What is required -
The answer should contain all of the data, retyped without any alteration.

Task inputs -
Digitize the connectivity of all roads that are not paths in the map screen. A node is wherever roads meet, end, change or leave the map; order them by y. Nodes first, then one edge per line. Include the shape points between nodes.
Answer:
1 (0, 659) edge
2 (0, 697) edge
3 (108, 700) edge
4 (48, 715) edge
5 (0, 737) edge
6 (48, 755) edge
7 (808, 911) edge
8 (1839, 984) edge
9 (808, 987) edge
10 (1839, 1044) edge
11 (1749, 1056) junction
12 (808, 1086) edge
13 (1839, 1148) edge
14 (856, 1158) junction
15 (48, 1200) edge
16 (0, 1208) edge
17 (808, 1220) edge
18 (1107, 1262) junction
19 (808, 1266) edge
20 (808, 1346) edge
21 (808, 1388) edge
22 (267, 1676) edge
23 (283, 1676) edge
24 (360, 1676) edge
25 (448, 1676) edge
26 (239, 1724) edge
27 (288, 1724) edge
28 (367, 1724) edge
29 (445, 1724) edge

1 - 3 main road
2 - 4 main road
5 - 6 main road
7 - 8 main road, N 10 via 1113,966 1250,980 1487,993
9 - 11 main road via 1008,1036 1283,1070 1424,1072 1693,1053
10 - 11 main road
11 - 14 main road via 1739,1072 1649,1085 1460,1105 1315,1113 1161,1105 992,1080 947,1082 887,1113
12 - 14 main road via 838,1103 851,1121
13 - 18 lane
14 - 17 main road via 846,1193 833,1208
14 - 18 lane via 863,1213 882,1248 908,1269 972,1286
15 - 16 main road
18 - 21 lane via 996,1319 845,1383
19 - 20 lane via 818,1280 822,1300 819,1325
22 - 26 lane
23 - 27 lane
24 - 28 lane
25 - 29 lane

Response to this task -
Digitize the connectivity of all roads that are not paths in the map screen. A node is wherever roads meet, end, change or leave the map; order them by y. Nodes first, then one edge per line. Include the shape points between nodes.
Answer:
1 (0, 659) edge
2 (0, 697) edge
3 (108, 700) edge
4 (48, 715) edge
5 (0, 737) edge
6 (48, 755) edge
7 (808, 911) edge
8 (1839, 984) edge
9 (808, 987) edge
10 (1839, 1044) edge
11 (1749, 1056) junction
12 (808, 1086) edge
13 (1839, 1148) edge
14 (856, 1158) junction
15 (48, 1200) edge
16 (0, 1208) edge
17 (808, 1220) edge
18 (1107, 1262) junction
19 (808, 1266) edge
20 (808, 1346) edge
21 (808, 1388) edge
22 (267, 1676) edge
23 (283, 1676) edge
24 (360, 1676) edge
25 (448, 1676) edge
26 (239, 1724) edge
27 (288, 1724) edge
28 (367, 1724) edge
29 (445, 1724) edge

1 - 3 main road
2 - 4 main road
5 - 6 main road
7 - 8 main road, N 10 via 1113,966 1250,980 1487,993
9 - 11 main road via 1008,1036 1283,1070 1424,1072 1693,1053
10 - 11 main road
11 - 14 main road via 1739,1072 1649,1085 1460,1105 1315,1113 1161,1105 992,1080 947,1082 887,1113
12 - 14 main road via 838,1103 851,1121
13 - 18 lane
14 - 17 main road via 846,1193 833,1208
14 - 18 lane via 863,1213 882,1248 908,1269 972,1286
15 - 16 main road
18 - 21 lane via 996,1319 845,1383
19 - 20 lane via 818,1280 822,1300 819,1325
22 - 26 lane
23 - 27 lane
24 - 28 lane
25 - 29 lane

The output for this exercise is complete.